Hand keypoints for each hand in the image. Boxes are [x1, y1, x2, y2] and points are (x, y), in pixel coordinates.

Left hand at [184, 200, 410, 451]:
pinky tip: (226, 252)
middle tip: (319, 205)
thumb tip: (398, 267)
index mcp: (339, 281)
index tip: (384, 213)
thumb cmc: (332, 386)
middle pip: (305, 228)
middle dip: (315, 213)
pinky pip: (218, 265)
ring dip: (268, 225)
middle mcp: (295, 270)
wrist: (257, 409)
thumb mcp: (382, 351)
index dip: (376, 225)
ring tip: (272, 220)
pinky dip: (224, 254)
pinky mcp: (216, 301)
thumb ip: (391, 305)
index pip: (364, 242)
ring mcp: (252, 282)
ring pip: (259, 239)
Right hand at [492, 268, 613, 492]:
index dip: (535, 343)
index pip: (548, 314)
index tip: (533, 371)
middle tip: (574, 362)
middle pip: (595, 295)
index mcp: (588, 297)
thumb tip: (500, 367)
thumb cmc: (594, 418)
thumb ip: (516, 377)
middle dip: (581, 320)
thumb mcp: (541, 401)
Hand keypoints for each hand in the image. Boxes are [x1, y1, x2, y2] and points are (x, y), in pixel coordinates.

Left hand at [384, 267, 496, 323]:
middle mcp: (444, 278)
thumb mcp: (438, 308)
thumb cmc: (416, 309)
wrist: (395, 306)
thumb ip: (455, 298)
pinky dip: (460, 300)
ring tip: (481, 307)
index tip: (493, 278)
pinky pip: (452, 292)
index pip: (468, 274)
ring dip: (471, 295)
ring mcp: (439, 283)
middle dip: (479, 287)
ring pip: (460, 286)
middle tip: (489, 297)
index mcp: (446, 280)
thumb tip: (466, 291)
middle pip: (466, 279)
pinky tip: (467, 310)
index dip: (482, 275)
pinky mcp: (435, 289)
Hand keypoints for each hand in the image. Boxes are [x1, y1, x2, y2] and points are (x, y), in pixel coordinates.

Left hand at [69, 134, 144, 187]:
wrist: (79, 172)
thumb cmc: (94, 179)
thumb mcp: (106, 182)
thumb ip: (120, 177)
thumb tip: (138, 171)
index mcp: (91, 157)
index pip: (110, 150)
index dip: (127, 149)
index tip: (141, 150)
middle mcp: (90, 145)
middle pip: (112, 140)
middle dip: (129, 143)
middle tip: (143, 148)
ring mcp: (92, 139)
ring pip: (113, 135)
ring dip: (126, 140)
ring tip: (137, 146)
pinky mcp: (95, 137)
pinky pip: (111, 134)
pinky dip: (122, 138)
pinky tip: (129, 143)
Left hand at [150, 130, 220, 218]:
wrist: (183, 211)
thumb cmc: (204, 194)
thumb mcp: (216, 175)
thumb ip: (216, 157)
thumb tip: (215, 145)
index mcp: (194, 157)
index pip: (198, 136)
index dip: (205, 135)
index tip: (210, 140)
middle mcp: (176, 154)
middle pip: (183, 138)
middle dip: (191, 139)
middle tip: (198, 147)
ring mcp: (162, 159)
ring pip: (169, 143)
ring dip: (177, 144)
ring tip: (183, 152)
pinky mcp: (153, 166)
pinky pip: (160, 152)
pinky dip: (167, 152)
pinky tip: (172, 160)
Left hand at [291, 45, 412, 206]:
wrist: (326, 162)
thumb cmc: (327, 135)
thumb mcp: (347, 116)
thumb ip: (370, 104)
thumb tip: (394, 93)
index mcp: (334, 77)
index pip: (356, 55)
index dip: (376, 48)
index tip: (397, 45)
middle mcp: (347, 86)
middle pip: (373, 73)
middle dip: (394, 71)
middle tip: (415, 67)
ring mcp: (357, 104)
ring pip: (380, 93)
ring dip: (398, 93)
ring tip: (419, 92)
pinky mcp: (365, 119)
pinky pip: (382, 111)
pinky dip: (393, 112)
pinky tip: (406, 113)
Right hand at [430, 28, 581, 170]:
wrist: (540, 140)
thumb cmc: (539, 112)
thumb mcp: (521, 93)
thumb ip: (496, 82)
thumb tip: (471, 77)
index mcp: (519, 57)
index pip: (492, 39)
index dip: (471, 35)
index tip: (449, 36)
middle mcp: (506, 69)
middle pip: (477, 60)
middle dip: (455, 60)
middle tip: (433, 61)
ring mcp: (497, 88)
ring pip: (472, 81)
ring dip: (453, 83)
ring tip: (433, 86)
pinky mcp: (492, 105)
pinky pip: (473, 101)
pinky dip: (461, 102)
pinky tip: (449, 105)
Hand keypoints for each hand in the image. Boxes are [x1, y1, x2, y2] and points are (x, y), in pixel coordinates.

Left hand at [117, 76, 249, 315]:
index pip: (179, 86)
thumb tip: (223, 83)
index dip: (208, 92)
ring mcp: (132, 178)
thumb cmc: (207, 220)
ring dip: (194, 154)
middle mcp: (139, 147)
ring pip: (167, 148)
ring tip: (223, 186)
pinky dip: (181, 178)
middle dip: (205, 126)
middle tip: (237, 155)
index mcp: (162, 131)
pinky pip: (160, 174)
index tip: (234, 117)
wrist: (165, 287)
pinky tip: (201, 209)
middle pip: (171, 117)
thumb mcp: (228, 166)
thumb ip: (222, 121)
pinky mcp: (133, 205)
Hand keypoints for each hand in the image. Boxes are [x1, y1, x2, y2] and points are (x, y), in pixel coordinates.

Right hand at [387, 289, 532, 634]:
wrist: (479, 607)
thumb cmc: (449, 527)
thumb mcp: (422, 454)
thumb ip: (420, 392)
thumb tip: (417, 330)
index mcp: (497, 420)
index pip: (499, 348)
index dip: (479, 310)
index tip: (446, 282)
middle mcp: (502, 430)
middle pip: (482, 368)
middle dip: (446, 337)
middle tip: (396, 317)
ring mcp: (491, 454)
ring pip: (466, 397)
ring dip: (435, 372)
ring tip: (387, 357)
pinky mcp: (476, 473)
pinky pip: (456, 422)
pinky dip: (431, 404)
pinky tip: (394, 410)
_ _ _ _ _ _ _
_What to produce:_ All of the material above should be reproduced exactly.

_Task solution:_
Hand keypoints for each hand in the image. Boxes are [x1, y1, x2, y2] and points are (x, y), in pixel coordinates.

Left hand at [184, 200, 410, 451]:
pinky tip: (226, 252)
middle tip: (319, 205)
thumb tip: (398, 267)
index mcp: (339, 281)
index tip: (384, 213)
thumb cmc: (332, 386)
middle pip: (305, 228)
middle dip: (315, 213)
pinky pip: (218, 265)
ring dip: (268, 225)
middle mcp: (295, 270)
wrist: (257, 409)
thumb mcp: (382, 351)
index dip: (376, 225)
ring tip: (272, 220)
pinky dip: (224, 254)
pinky mcp: (216, 301)
thumb ip: (391, 305)
index pip: (364, 242)
ring mcp: (252, 282)
ring pip: (259, 239)
Right hand at [492, 268, 613, 492]:
index dip: (535, 343)
index pip: (548, 314)
index tip: (533, 371)
middle tip: (574, 362)
middle pip: (595, 295)
index mcp: (588, 297)
thumb tip: (500, 367)
thumb cmc: (594, 418)
thumb ip: (516, 377)
middle dip: (581, 320)
thumb mcp: (541, 401)
Hand keypoints for each hand in the image. Boxes are [x1, y1, x2, y2] and points are (x, y), in pixel coordinates.

Left hand at [384, 267, 496, 323]:
middle mcp: (444, 278)
thumb mcp: (438, 308)
thumb cmc: (416, 309)
wrist: (395, 306)
thumb ip: (455, 298)
pinky dip: (460, 300)
ring tip: (481, 307)
index tip: (493, 278)
pinky pip: (452, 292)
index pip: (468, 274)
ring dip: (471, 295)
ring mcp: (439, 283)
middle dip: (479, 287)
ring pip: (460, 286)
middle tip: (489, 297)
index mcp: (446, 280)
thumb tip: (466, 291)
middle pip: (466, 279)
pinky tip: (467, 310)
index dip: (482, 275)
pinky mcp: (435, 289)
Hand keypoints for each hand in the image. Boxes are [x1, y1, x2, y2] and points are (x, y), in pixel coordinates.

Left hand at [69, 134, 144, 187]:
wrist: (79, 172)
thumb cmc: (94, 179)
thumb mcp: (106, 182)
thumb ip: (120, 177)
thumb tip: (138, 171)
index mcp: (91, 157)
index pip: (110, 150)
index dip: (127, 149)
index tip: (141, 150)
middle mcp: (90, 145)
middle pip: (112, 140)
middle dip: (129, 143)
middle tip: (143, 148)
ring mcp: (92, 139)
ring pip: (113, 135)
ring dip: (126, 140)
ring tip: (137, 146)
pinky mcp: (95, 137)
pinky pip: (111, 134)
pinky dip: (122, 138)
pinky tip: (129, 143)
Left hand at [150, 130, 220, 218]:
wrist: (183, 211)
thumb cmc: (204, 194)
thumb mcp: (216, 175)
thumb ip: (216, 157)
thumb tip: (215, 145)
index mcp: (194, 157)
index pip: (198, 136)
index dip: (205, 135)
index tip: (210, 140)
middle mcp: (176, 154)
middle pip: (183, 138)
middle dip: (191, 139)
middle tip: (198, 147)
ring mcp: (162, 159)
ring pip: (169, 143)
ring dip: (177, 144)
ring tip: (183, 152)
pinky mcp: (153, 166)
pinky pip: (160, 152)
pinky dip: (167, 152)
pinky tip: (172, 160)
Left hand at [291, 45, 412, 206]:
wrist: (326, 162)
thumb cmc: (327, 135)
thumb mcp: (347, 116)
thumb ip: (370, 104)
thumb tip: (394, 93)
index mcp: (334, 77)
index pip: (356, 55)
index dip: (376, 48)
index tip: (397, 45)
middle mcp: (347, 86)
middle pip: (373, 73)
middle dip: (394, 71)
middle tip: (415, 67)
ring mcp: (357, 104)
ring pip: (380, 93)
ring dip: (398, 93)
ring tip: (419, 92)
pinky mcp: (365, 119)
pinky pip: (382, 111)
pinky dip: (393, 112)
pinky tip: (406, 113)
Right hand at [430, 28, 581, 170]:
wrist: (540, 140)
thumb cmc: (539, 112)
thumb mcp: (521, 93)
thumb ip: (496, 82)
thumb tip: (471, 77)
index mcp: (519, 57)
index pip: (492, 39)
index dip: (471, 35)
index tip: (449, 36)
middle mcp: (506, 69)
middle pip: (477, 60)
middle dip: (455, 60)
middle tip: (433, 61)
ring mcp: (497, 88)
ring pip: (472, 81)
ring dip: (453, 83)
ring tip: (433, 86)
pinky mcp: (492, 105)
pinky pip: (473, 101)
pinky dip: (461, 102)
pinky tip: (449, 105)
Hand keypoints for each hand in the image. Boxes are [x1, y1, x2, y2] and points are (x, y), in pixel coordinates.

Left hand at [117, 76, 249, 315]:
index pip: (179, 86)
thumb tip: (223, 83)
index dip: (208, 92)
ring mcp: (132, 178)
thumb cmc: (207, 220)
ring dip: (194, 154)
middle mcp: (139, 147)
ring pip: (167, 148)
ring tip: (223, 186)
pinky dip: (181, 178)
middle dip: (205, 126)
middle tip: (237, 155)
index mcp: (162, 131)
pinky pip: (160, 174)
index tip: (234, 117)
wrist: (165, 287)
pinky tip: (201, 209)
middle pip: (171, 117)
thumb mcp: (228, 166)
thumb ip: (222, 121)
pinky mcp: (133, 205)
Hand keypoints for each hand in the image. Boxes are [x1, y1, x2, y2] and points are (x, y), in pixel coordinates.

Right hand at [387, 289, 532, 634]:
wrist: (479, 607)
thumb cmc: (449, 527)
thumb mcp: (422, 454)
thumb ip: (420, 392)
thumb tip: (417, 330)
index mcp: (497, 420)
index pip: (499, 348)
index dip: (479, 310)
index tip: (446, 282)
middle mcp: (502, 430)
middle pip: (482, 368)
middle dip: (446, 337)
middle tip: (396, 317)
ring mcp: (491, 454)
ring pip: (466, 397)
ring dip: (435, 372)
ring tip: (387, 357)
pinky mcp: (476, 473)
pinky pip: (456, 422)
pinky dip: (431, 404)
pinky tip: (394, 410)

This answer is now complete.